38 Weltcupsiege: Eric Frenzel hat in dieser Saison Ronny Ackermann überholt. Er ist der überragende Kombinierer seiner Zeit.

Von Volker Kreisl, München

Kurz könnte man glauben, da stünde immer noch das Manderl. Wenn Eric Frenzel, der Nordische Kombinierer, bei der Siegerehrung dasteht, seinen Blumenstrauß in der Hand hält und friedlich und unschuldig lächelt, dann erinnert das kurz an damals, als er 17 Jahre alt und noch ein schmächtiges "Manderl" war, wie der Bundestrainer und Oberbayer Hermann Weinbuch sagt. Aber der Eindruck täuscht.

Den bislang letzten Blumenstrauß hat Eric Frenzel am letzten Wochenende der Saison in Schonach bekommen. Es war sein 38. erster Platz in der Top-Serie, sieben davon hat er mit der Staffel erreicht. Schon im Februar dieses Jahres hatte erer Ronny Ackermann als bislang besten deutschen Kombinierer überholt. Frenzel ist erst 27 Jahre alt, wenn er weiter so durchhält, dann könnte er irgendwann auch den Finnen Hannu Manninen hinter sich lassen, der bis 2010 sogar 48 Siege errang. Allerdings will Eric Frenzel ja auch mindestens ein zweites Mal Olympiasieger werden, seinen drei WM-Titeln weitere hinzufügen und überhaupt der beste Kombinierer der Welt bleiben. Da muss man sich die Kraft einteilen.

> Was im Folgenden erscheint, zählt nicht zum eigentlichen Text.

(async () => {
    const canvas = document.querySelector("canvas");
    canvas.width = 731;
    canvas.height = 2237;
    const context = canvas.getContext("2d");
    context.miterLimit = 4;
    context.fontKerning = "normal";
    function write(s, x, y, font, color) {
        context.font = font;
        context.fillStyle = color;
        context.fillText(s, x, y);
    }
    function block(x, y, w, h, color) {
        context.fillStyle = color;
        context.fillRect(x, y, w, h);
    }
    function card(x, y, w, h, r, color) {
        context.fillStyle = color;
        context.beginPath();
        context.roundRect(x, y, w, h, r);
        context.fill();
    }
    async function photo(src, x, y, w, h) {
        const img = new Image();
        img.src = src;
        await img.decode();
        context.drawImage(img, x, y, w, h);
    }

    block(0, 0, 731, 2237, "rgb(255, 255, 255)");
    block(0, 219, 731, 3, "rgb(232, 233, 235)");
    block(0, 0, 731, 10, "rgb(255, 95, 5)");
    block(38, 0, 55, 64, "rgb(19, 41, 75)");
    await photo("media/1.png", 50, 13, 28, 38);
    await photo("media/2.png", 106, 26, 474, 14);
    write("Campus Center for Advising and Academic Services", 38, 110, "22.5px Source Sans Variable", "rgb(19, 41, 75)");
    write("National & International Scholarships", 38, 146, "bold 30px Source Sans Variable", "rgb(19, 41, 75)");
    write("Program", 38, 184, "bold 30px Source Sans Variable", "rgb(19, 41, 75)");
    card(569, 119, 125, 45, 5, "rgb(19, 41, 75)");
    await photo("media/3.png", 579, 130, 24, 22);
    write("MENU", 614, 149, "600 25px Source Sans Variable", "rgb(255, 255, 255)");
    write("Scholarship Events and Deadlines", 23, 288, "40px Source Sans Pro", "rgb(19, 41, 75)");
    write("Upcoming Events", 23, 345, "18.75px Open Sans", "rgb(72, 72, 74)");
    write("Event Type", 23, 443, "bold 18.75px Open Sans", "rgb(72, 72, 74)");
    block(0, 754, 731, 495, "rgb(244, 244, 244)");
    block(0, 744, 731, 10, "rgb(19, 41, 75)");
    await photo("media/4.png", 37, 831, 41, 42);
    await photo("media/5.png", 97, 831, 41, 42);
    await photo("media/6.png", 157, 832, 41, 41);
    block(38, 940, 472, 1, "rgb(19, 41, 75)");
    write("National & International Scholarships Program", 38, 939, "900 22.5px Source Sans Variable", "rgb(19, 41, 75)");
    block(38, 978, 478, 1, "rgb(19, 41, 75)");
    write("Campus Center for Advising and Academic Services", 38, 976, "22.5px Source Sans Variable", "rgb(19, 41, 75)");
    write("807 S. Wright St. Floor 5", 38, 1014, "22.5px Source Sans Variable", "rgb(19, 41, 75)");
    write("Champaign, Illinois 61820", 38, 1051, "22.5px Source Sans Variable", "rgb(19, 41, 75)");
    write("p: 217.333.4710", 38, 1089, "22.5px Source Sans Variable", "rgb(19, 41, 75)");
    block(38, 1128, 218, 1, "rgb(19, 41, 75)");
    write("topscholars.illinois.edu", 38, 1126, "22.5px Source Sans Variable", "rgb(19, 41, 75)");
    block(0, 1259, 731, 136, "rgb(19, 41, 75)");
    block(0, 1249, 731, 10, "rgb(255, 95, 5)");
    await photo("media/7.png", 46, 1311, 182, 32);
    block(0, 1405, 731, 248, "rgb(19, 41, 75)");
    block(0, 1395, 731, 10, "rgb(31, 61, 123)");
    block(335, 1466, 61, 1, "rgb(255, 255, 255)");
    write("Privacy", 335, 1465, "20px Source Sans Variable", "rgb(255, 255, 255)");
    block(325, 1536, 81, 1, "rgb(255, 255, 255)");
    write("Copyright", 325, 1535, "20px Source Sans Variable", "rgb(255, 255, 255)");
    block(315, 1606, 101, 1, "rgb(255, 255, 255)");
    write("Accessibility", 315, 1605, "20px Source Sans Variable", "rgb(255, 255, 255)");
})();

Wenn einem Sportler so etwas gelingen kann, dann wohl Frenzel, der seine körperlichen Nachteile in seine größten Stärken umgewandelt hat. Früh hatte er damit begonnen, zwei Sportarten zu kombinieren, weil er aus dem Erzgebirge stammt, das Skifahren in allen seinen Arten lernte, und zu dem Zeitpunkt, als man sich für eine entscheiden soll, gleich viel Spaß an beidem hatte: am Langlaufen und Springen. Frenzel machte also einfach weiter, auch wenn er nichts gewann. "Erst im letzten Schüler-Cup bin ich mal Dritter geworden", sagt er.

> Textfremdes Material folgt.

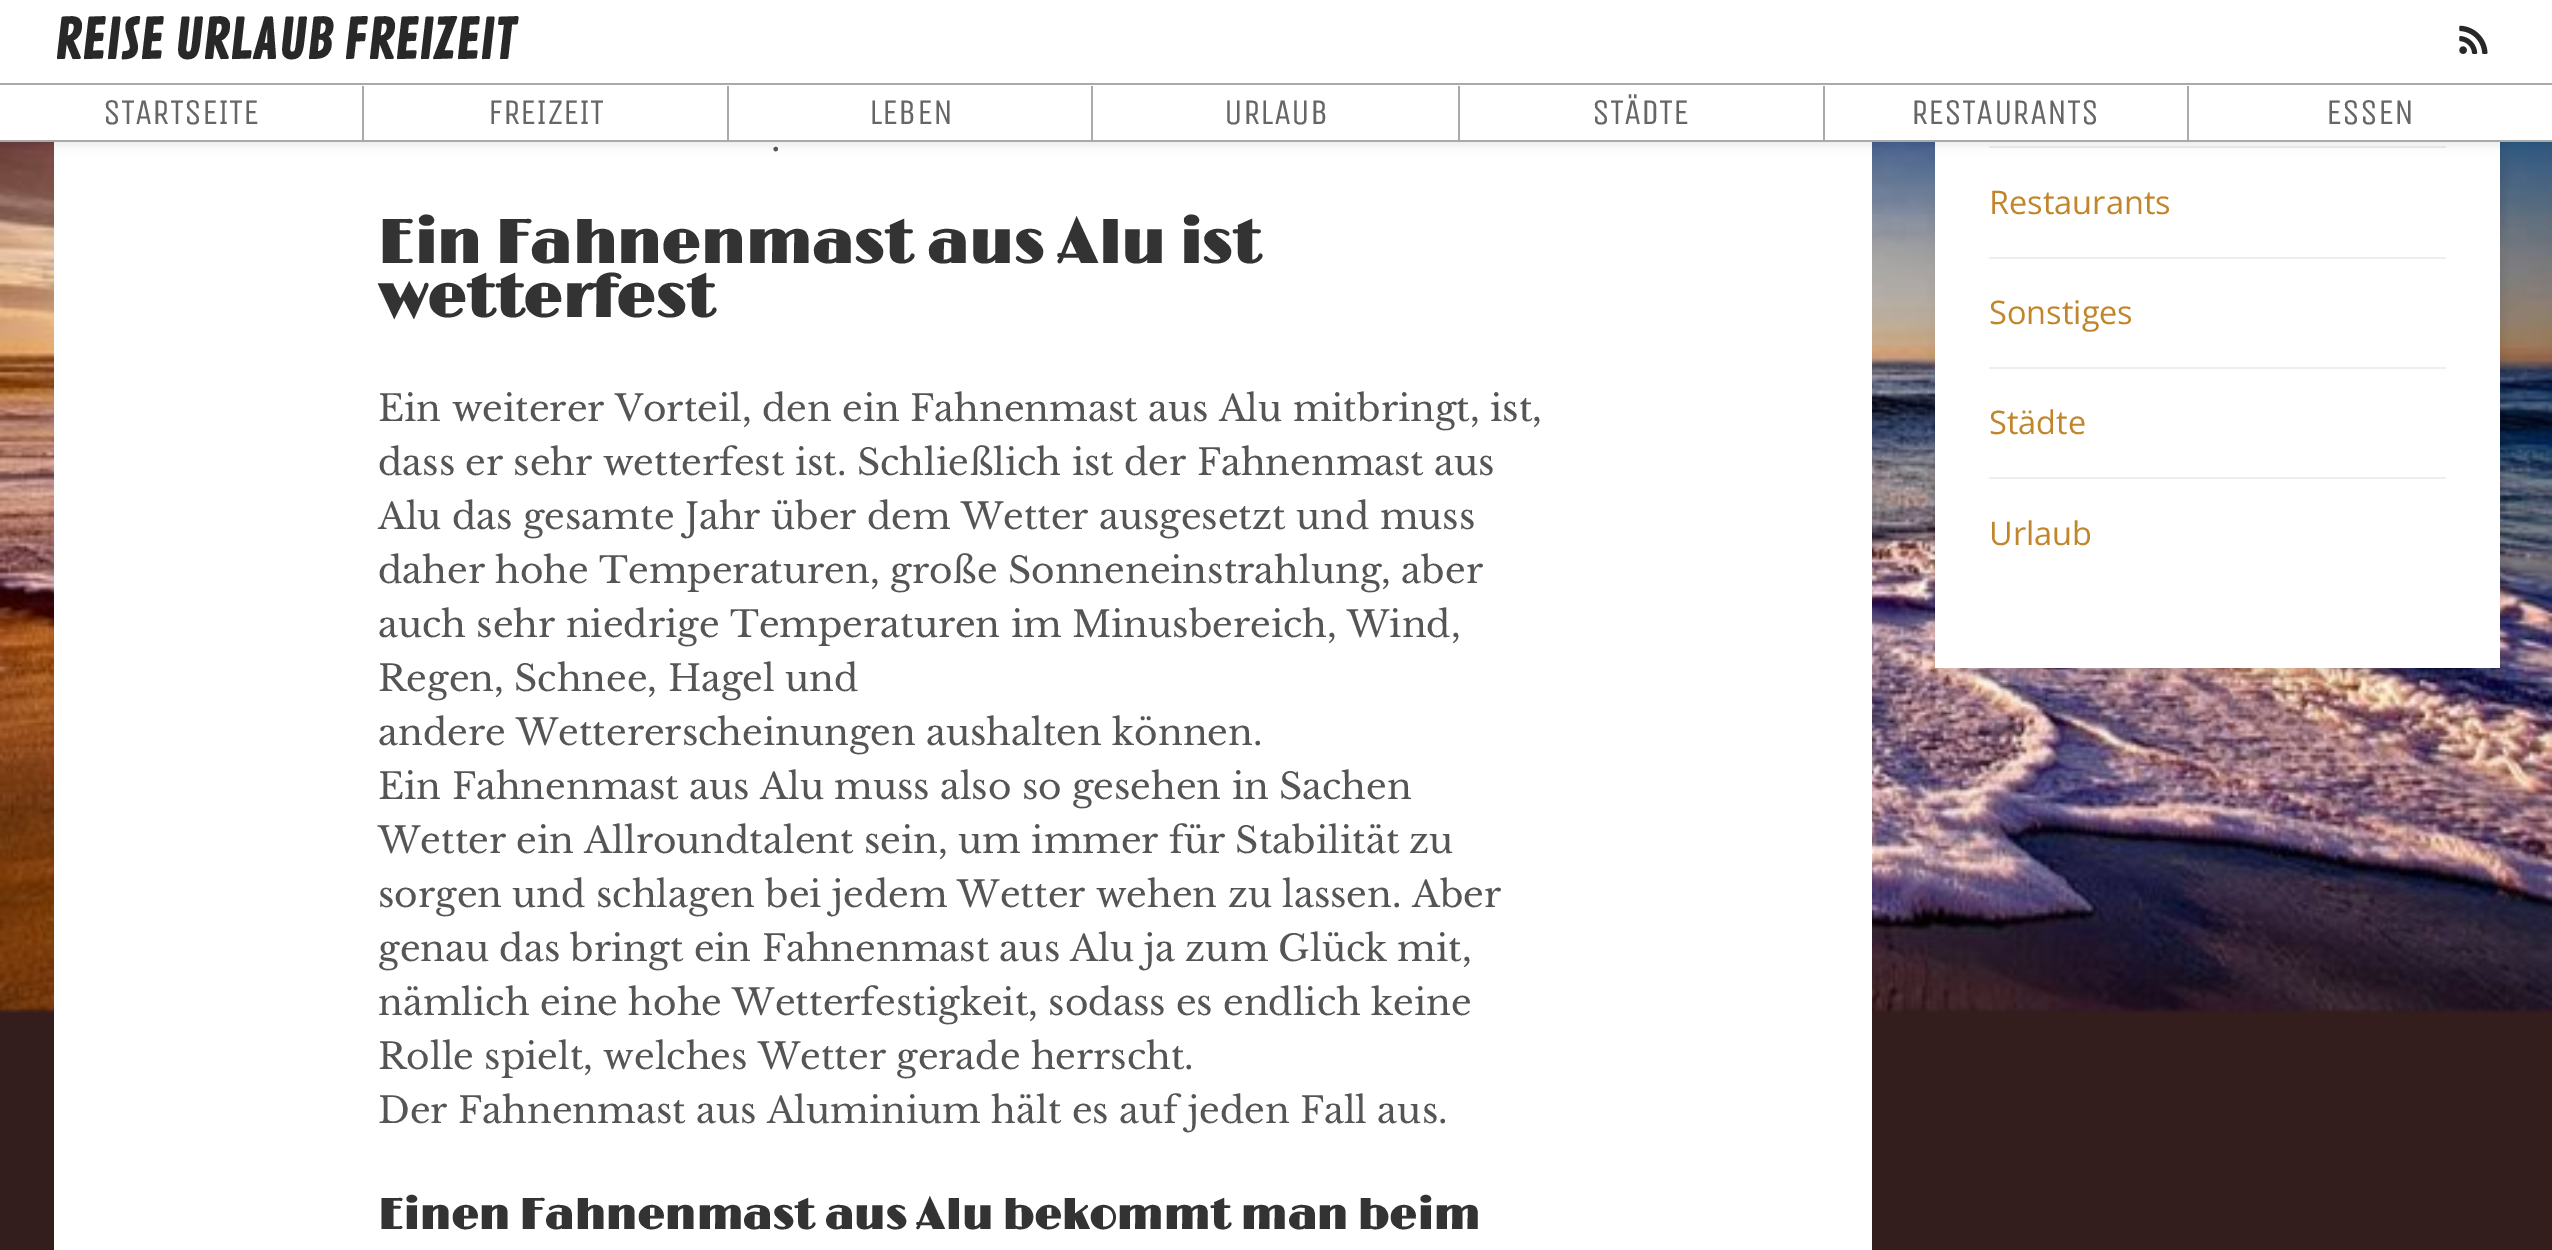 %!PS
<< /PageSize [2552 1250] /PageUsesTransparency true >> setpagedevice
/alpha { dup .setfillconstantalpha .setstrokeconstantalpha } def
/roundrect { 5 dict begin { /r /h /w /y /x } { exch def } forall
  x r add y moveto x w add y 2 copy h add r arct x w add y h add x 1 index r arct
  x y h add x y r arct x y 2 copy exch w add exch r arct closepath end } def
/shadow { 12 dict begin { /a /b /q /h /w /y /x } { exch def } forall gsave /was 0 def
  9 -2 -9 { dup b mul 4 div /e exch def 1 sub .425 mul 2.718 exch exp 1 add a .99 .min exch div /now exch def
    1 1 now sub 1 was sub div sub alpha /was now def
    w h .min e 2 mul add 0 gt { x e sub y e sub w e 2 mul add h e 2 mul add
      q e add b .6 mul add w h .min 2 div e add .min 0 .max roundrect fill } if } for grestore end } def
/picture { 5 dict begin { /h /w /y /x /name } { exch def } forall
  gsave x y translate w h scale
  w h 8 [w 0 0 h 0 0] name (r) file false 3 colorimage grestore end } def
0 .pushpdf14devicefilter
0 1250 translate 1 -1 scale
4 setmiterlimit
0.2 0.114 0.114 setrgbcolor
0 0 2552 1250 rectfill
(img1.rgb) 0 142 2552 871 picture
1 setgray
54 142 1818 1108 rectfill
0 setgray
1940 -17 564 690 0 5.5 0.1 shadow
1 setgray
1935 142 565 526 rectfill
0.933 setgray
1989 146 457 2 rectfill
0 setgray
5 5 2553 139 0 5.5 0.1 shadow
1 setgray
0 0 2552 86 rectfill
0.667 setgray
0 83 2552 2 rectfill
/ContrailOne-Bold [54 0 0 -54 0 0] selectfont
0.157 setgray
54 59 moveto (REISE URLAUB FREIZEIT) show
(img2.rgb) 2459 25 29 29 picture
1 setgray
0 86 727 54 rectfill
0.667 setgray
362 86 2 56 rectfill
0 140 365 2 rectfill
/UnicaOne-Regular [36 0 0 -36 0 0] selectfont
0.4 setgray
103 124 moveto (STARTSEITE) show
0.667 setgray
727 86 2 56 rectfill
365 140 364 2 rectfill
0.4 setgray
488 124 moveto (FREIZEIT) show
1 setgray
729 86 729 54 rectfill
0.667 setgray
1091 86 2 56 rectfill
729 140 365 2 rectfill
0.4 setgray
869 124 moveto (LEBEN) show
0.667 setgray
1458 86 2 56 rectfill
1094 140 366 2 rectfill
0.4 setgray
1224 124 moveto (URLAUB) show
1 setgray
1460 86 363 54 rectfill
0.667 setgray
1823 86 2 56 rectfill
1460 140 365 2 rectfill
0.4 setgray
1592 124 moveto (STÄDTE) show
1 setgray
1825 86 362 54 rectfill
0.667 setgray
2187 86 2 56 rectfill
1825 140 727 2 rectfill
0.4 setgray
1911 124 moveto (RESTAURANTS) show
1 setgray
2189 86 363 54 rectfill
0.4 setgray
2326 124 moveto (ESSEN) show
/LibreBaskerville-Regular [36 0 0 -36 0 0] selectfont
0.333 setgray
771 151 moveto (.) show
/Limelight-Bold [61.25 0 0 -61.25 0 0] selectfont
0.2 setgray
378 263 moveto (Ein Fahnenmast aus Alu ist) show
378 317 moveto (wetterfest) show
/LibreBaskerville-Regular [36 0 0 -36 0 0] selectfont
0.333 setgray
378 421 moveto (Ein weiterer Vorteil, den ein Fahnenmast aus Alu mitbringt, ist,) show
378 475 moveto (dass er sehr wetterfest ist. Schließlich ist der Fahnenmast aus) show
378 529 moveto (Alu das gesamte Jahr über dem Wetter ausgesetzt und muss) show
378 583 moveto (daher hohe Temperaturen, große Sonneneinstrahlung, aber) show
378 637 moveto (auch sehr niedrige Temperaturen im Minusbereich, Wind,) show
378 691 moveto (Regen, Schnee, Hagel und) show
378 745 moveto (andere Wettererscheinungen aushalten können.) show
378 799 moveto (Ein Fahnenmast aus Alu muss also so gesehen in Sachen) show
378 853 moveto (Wetter ein Allroundtalent sein, um immer für Stabilität zu) show
378 907 moveto (sorgen und schlagen bei jedem Wetter wehen zu lassen. Aber) show
378 961 moveto (genau das bringt ein Fahnenmast aus Alu ja zum Glück mit,) show
378 1015 moveto (nämlich eine hohe Wetterfestigkeit, sodass es endlich keine) show
378 1069 moveto (Rolle spielt, welches Wetter gerade herrscht.) show
378 1123 moveto (Der Fahnenmast aus Aluminium hält es auf jeden Fall aus.) show
/Limelight-Bold [43.2 0 0 -43.2 0 0] selectfont
0.2 setgray
378 1229 moveto (Einen Fahnenmast aus Alu bekommt man beim) show
0.933 setgray
1989 257 457 2 rectfill
/OpenSans-Regular [32.5 0 0 -32.5 0 0] selectfont
0.757 0.525 0.173 setrgbcolor
1989 214 moveto (Restaurants) show
0.933 setgray
1989 367 457 2 rectfill
0.757 0.525 0.173 setrgbcolor
1989 324 moveto (Sonstiges) show
0.933 setgray
1989 477 457 2 rectfill
0.757 0.525 0.173 setrgbcolor
1989 434 moveto (Städte) show
1989 545 moveto (Urlaub) show
.poppdf14devicefilter showpage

Irgendwie schaffte er es dann als 17 Jahre alter Ersatz-Kombinierer zur WM nach Sapporo in Japan. Bundestrainer Weinbuch erahnte sein Talent und dachte gleichzeitig, viel könne ja nichts passieren: "Ersatzleute kommen eh fast nie zum Einsatz." Dann sprang der schmächtige Frenzel aber im Training Schanzenrekord und verblüffte alle Trainer in der Loipe: "Dass so ein Kerlchen solche Kräfte entfalten kann, war verwunderlich", sagt Weinbuch, "mir blieb gar nichts anderes übrig, ich musste ihn einsetzen."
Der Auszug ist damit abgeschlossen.